The International Renewable Energy Agency (IRENA) praises the Gambian government's efforts to promote renewable energy production while encouraging the country to further adopt clean energy in its electrification projects.
The Gambia can and should electrify its population while making a successful energy transition. This was the message that officials from the International Renewable Energy Agency (IRENA) wanted to convey at a recent online press conference. Irena calls on the Gambian authorities to give absolute priority to renewable energy in their policy for the electrification of the country.
According to the IRENA, the adoption of renewable energies must be generalised by diversifying the different sources of supply.

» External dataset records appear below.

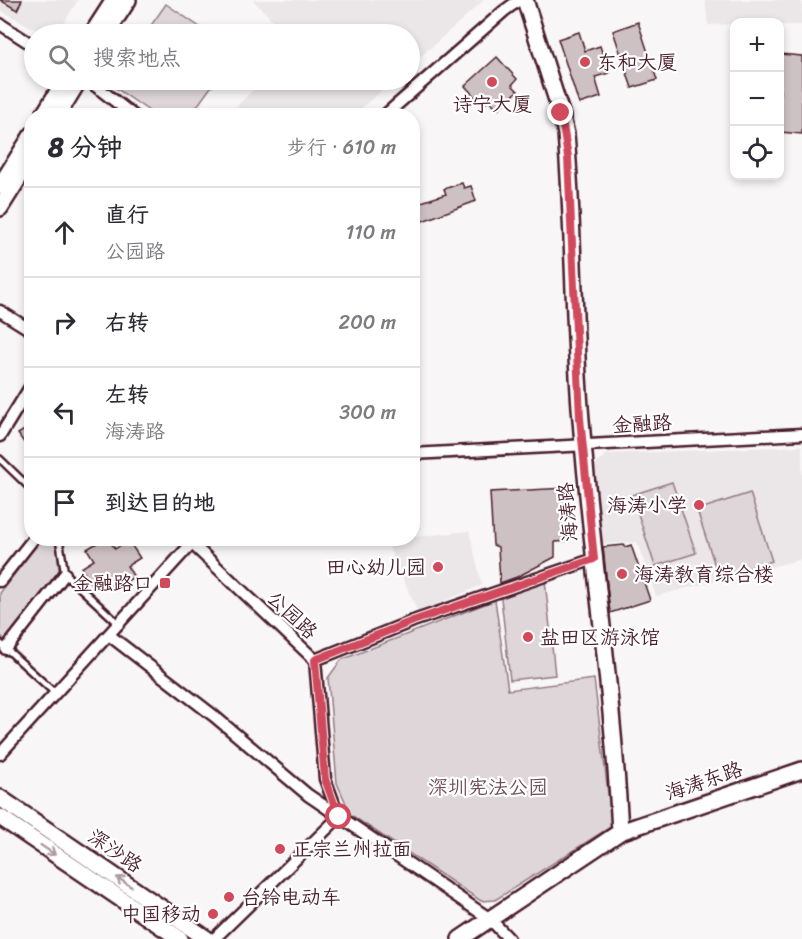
<!DOCTYPE html>
<html lang="zh">
<meta charset="utf-8">
<style>
:root{--surface:#fff;--page:#f7f7f7;--text:#2b2b33;--muted:#7c7c81;--line:#e1e1e2}
body{margin:0;font-family:Sriracha,"LXGW WenKai TC",sans-serif;background:var(--page);color:var(--text)}
.controls{position:absolute;right:18px;top:18px;display:grid;overflow:hidden;border-radius:12px;box-shadow:0 3px 9px #0003}
.controls button{width:54px;height:54px;display:grid;place-items:center;padding:0;border:0;border-bottom:2px solid var(--line);background:var(--surface);color:var(--text);font:30px sans-serif}
.stop{position:absolute;width:18px;height:18px;margin:-14px;border:4px solid #d1495b;border-radius:50%;background:#fff}
.stop.end{background:#d1495b;border-color:#fff;box-shadow:0 2px 6px #0008}
.list{margin:0;padding:0;list-style:none}
h2{display:flex;justify-content:space-between;align-items:center;height:78px;margin:0;padding:0 24px;font-size:26px}
h2 small{font-size:20px;font-weight:400;color:var(--muted)}
.list li{display:grid;grid-template-columns:39px 1fr auto;gap:18px;align-items:center;box-sizing:border-box;height:90px;padding:0 24px;border-top:2px solid var(--line)}
.list b{display:block;font-size:22px;white-space:nowrap}
.list p{margin:0;font-size:20px;white-space:nowrap;color:var(--muted)}
.list em{font-size:20px;font-style:normal;color:var(--muted)}
.icon{flex:none;width:33px;height:33px;fill:none;stroke:currentColor;stroke-width:2;stroke-linecap:round;stroke-linejoin:round}
.map{position:relative;flex:none;width:802px;height:939px;overflow:hidden}
.search{position:absolute;background:var(--surface);box-shadow:0 3px 9px #0003;left:24px;top:24px;width:396px;height:66px;display:flex;align-items:center;gap:15px;box-sizing:border-box;padding:0 21px;border-radius:33px;color:var(--muted);font-size:22px}
.panel{position:absolute;background:var(--surface);box-shadow:0 3px 9px #0003;left:24px;top:108px;width:396px;height:438px;border-radius:24px}
.map>svg:first-child{display:block}
.built{fill:#ebe6e8}
.park{fill:#ded6d9;stroke:#947a82;stroke-width:1.5}
.building{fill:#cdc1c4;stroke:#4a1f2b;stroke-width:1.5}
.lines{fill:none;stroke-linecap:round;stroke-linejoin:round}
.lane-casing{stroke:#4a1f2b;stroke-width:10}
.street-casing{stroke:#4a1f2b;stroke-width:15}
.secondary-casing{stroke:#4a1f2b;stroke-width:20}
.lane{stroke:#fff;stroke-width:5}
.street{stroke:#fff;stroke-width:10}
.secondary{stroke:#fff;stroke-width:15}
.oneway{stroke:#ae9aa0}
.route{stroke:#d1495b;stroke-width:8}
.poi-dot{fill:#d1495b;stroke:#fff;stroke-width:2}
.labels{text-anchor:middle;dominant-baseline:central;stroke-width:4.5;stroke-linejoin:round;paint-order:stroke}
.poi-label{font-size:20px;fill:#4a1f2b;stroke:#fff;text-anchor:start}
.street-label{font-size:20px;fill:#4a1f2b;stroke:#fff}
.park-label{font-size:20px;fill:#6f4d56;stroke:#fff}
</style>
<div class="map">
<svg width="802" height="939" viewBox="0 0 802 939">
<rect width="100%" height="100%" fill="#f8f6f7"/>
<filter id="ink" filterUnits="userSpaceOnUse"><feTurbulence type="fractalNoise" baseFrequency=".0167" numOctaves="2"/><feDisplacementMap in="SourceGraphic" scale="12" xChannelSelector="R" yChannelSelector="G"/><feConvolveMatrix kernelMatrix="1 2 1 2 8 2 1 2 1" color-interpolation-filters="sRGB"/></filter>
<g filter="url(#ink)">
<!-- built -->
<g class="built">
<polygon points="0,0 78,0 57,34 44,34 0,10"/>
<polygon points="253,0 484,0 410,66 410,34 286,34"/>
<polygon points="705,0 802,0 802,25 780,25 780,22 708,25"/>
<polygon points="263,80 394,80 353,115 228,115"/>
<polygon points="802,446 802,559 656,596 637,542 599,544 592,468 607,454"/>
<polygon points="469,531 482,585 418,612 390,550 389,540"/>
</g>
<!-- park -->
<g class="park">
<polygon points="166,4 210,34 145,34"/>
<polygon points="113,80 216,80 190,116 155,115 110,84"/>
<polygon points="672,482 696,553 655,566 632,495"/>
<polygon points="750,493 772,561 719,578 697,510"/>
<polygon points="42,538 52,539 57,547 59,571 5,640 0,635 0,593"/>
<polygon points="545,580 555,675 510,680 501,598"/>
<polygon points="495,600 508,690 594,679 612,826 495,900 481,901 351,815 337,783 328,678 341,660"/>
</g>
<!-- building -->
<g class="building">
<polygon points="0,0 22,0 17,10"/>
<polygon points="638,22 657,80 632,88 613,31"/>
<polygon points="579,32 585,51 600,46 609,73 595,77 601,97 579,104 558,39"/>
<polygon points="780,54 802,56 802,134 780,132"/>
<polygon points="497,57 517,79 512,85 518,91 498,109 489,100 483,106 465,86"/>
<polygon points="462,183 464,188 471,186 476,201 412,225 412,205 446,194 444,189"/>
<polygon points="32,425 32,454 18,434"/>
<polygon points="566,488 569,541 555,542 555,557 517,577 500,583 498,547 493,545 490,492"/>
<polygon points="105,538 108,538 115,549 128,540 140,558 127,566 134,577 113,589 105,578 92,586 81,568 94,560 87,549"/>
<polygon points="624,545 625,547 631,545 650,600 610,613 603,547"/>
</g>
<g class="lines">
<!-- lane casing -->
<g class="lane-casing">
<g id="lane">
<polyline points="0,459 32,490"/>
<polyline points="59,538 65,574 119,624"/>
<polyline points="0,643 56,694"/>
</g>
</g>
<!-- street casing -->
<g class="street-casing">
<g id="street">
<polyline points="0,24 34,46"/>
<polyline points="88,80 134,116"/>
<polyline points="384,116 504,11 519,0"/>
<polyline points="0,311 32,331"/>
<polyline points="0,436 32,384"/>
<polyline points="412,454 802,434"/>
<polyline points="186,538 315,660 325,779 339,817 214,939"/>
<polyline points="0,581 34,538"/>
<polyline points="109,635 214,716 308,795 490,919 509,939"/>
<polyline points="6,649 65,574"/>
<polyline points="315,660 413,621 594,559"/>
<polyline points="0,754 191,544 203,538"/>
</g>
</g>
<!-- secondary casing -->
<g class="secondary-casing">
<g id="secondary">
<polyline points="92,34 114,0"/>
<polyline points="106,34 128,0"/>
<polyline points="43,116 65,80"/>
<polyline points="57,116 79,80"/>
<polyline points="0,186 32,135"/>
<polyline points="0,208 32,157"/>
<polyline points="0,798 207,939"/>
<polyline points="0,817 180,939"/>
<polyline points="620,832 802,770"/>
<path d="M460 939 620 832C613 694 592 558 581 420 573 325 574 229 566 134L561 113 525 0"/>
</g>
</g>
<!-- lane -->
<use href="#lane" class="lane"/>
<!-- street -->
<use href="#street" class="street"/>
<!-- secondary -->
<use href="#secondary" class="secondary"/>
</g>
<!-- one-way arrows -->
<defs><path id="oneway-shaft" d="M-6 0H5M1.5-3L5.5 0L1.5 3" fill="none" stroke-width="1.6" stroke-linecap="round" stroke-linejoin="round" transform="scale(1.5)"/></defs>
<g class="oneway">
<use href="#oneway-shaft" transform="translate(48 850) rotate(34)"/>
<use href="#oneway-shaft" transform="translate(124 882) rotate(-146)"/>
</g>
</g>
<g class="lines" filter="url(#ink)">
<!-- route -->
<polyline class="route" points="339,817 325,779 315,660 413,621 594,559 580,418 568,157 561,113"/>
</g>
<!-- markers -->
<g class="poi-dot">
<circle cx="585" cy="62" r="6"/>
<circle cx="492" cy="82" r="6"/>
<circle cx="699" cy="505" r="6"/>
<circle cx="438" cy="567" r="6"/>
<circle cx="622" cy="574" r="6"/>
<rect x="159" y="577" width="12" height="12" rx="3"/>
<circle cx="528" cy="637" r="6"/>
<circle cx="280" cy="849" r="6"/>
<circle cx="229" cy="897" r="6"/>
<circle cx="213" cy="914" r="6"/>
</g>
<g class="labels">
<!-- poi labels -->
<g class="poi-label">
<text x="597" y="62">东和大厦</text>
<text x="492" y="104" text-anchor="middle">诗宁大厦</text>
<text x="687" y="505" text-anchor="end">海涛小学</text>
<text x="426" y="567" text-anchor="end">田心幼儿园</text>
<text x="634" y="574">海涛教育综合楼</text>
<text x="153" y="583" text-anchor="end">金融路口</text>
<text x="540" y="637">盐田区游泳馆</text>
<text x="292" y="849">正宗兰州拉面</text>
<text x="241" y="897">台铃电动车</text>
<text x="201" y="914" text-anchor="end">中国移动</text>
</g>
<!-- street labels -->
<g class="street-label">
<text transform="translate(642 424) rotate(-3)">金融路</text>
<text transform="translate(568 512) rotate(-95)">海涛路</text>
<text transform="translate(292 615) rotate(43)">公园路</text>
<text transform="translate(704 781) rotate(-19)">海涛东路</text>
<text transform="translate(115 851) rotate(34)">深沙路</text>
</g>
<!-- park labels -->
<g class="park-label">
<text x="488" y="787">深圳宪法公园</text>
</g>
</g>
</svg>
<div class="controls">
<button>+</button>
<button>−</button>
<button><svg class="icon" aria-label="locate" viewBox="0 0 24 24"><circle cx="12" cy="12" r="6"/><path d="M12 2v4M12 18v4M2 12h4M18 12h4"/></svg></button>
</div>
<div class="stop" style="left:339px;top:817px"></div>
<div class="stop end" style="left:561px;top:113px"></div>
<div class="search"><svg class="icon" aria-label="search" viewBox="0 0 24 24"><circle cx="10" cy="10" r="6"/><path d="M15 15l6 6"/></svg>搜索地点</div>
<section class="panel">
<h2>8 分钟<small>步行 · 610 m</small></h2>
<ul class="list">
<li><svg class="icon" aria-label="ahead" viewBox="0 0 24 24"><path d="M12 20V5M6 11l6-6 6 6"/></svg><div><b>直行</b><p>公园路</p></div><em>110 m</em></li>
<li><svg class="icon" aria-label="right" viewBox="0 0 24 24"><path d="M7 20v-9h11M14 6l5 5-5 5"/></svg><div><b>右转</b></div><em>200 m</em></li>
<li><svg class="icon" aria-label="left" viewBox="0 0 24 24"><path d="M17 20v-9H6M10 6l-5 5 5 5"/></svg><div><b>左转</b><p>海涛路</p></div><em>300 m</em></li>
<li><svg class="icon" aria-label="arrive" viewBox="0 0 24 24"><path d="M6 21V4h12l-3 4 3 4H6"/></svg><div><b>到达目的地</b></div></li>
</ul>
</section>
</div>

These include solar and wind energy, geothermal energy, hydroelectricity, bioenergy (biogas and biomass) and marine energy. The International Renewable Energy Agency is thus offering its support to the Gambia in its energy transition, which began in March 2019.
The government of this West African country launched an ambitious renewable energy programme with the support of its partners, notably the World Bank and the European Investment Bank (EIB). As part of this programme, the Gambian government wants to set up a 150 MWp solar power plant in Soma, a town located in the centre of Gambia, near the border with Senegal.
The project, developed under a public-private partnership (PPP), will be implemented in two phases. The first phase involves the construction of a solar photovoltaic power plant that will be capable of delivering 80 MWp. This facility will be commissioned in 2021. With an expected capacity of 70 MWp, the second phase will be completed in 2025. The solar park will also have a battery storage system with a capacity of 100 to 150 MWh. The plant will reinforce the power grid of the state-owned National Water & Electricity Company (Nawec).
The Gambia currently has an installed capacity of 125 MW, with an actual output of about 75 MW, about 40 MW less than current demand. This capacity is expected to increase rapidly, given the many other solar projects that are currently being developed in the country.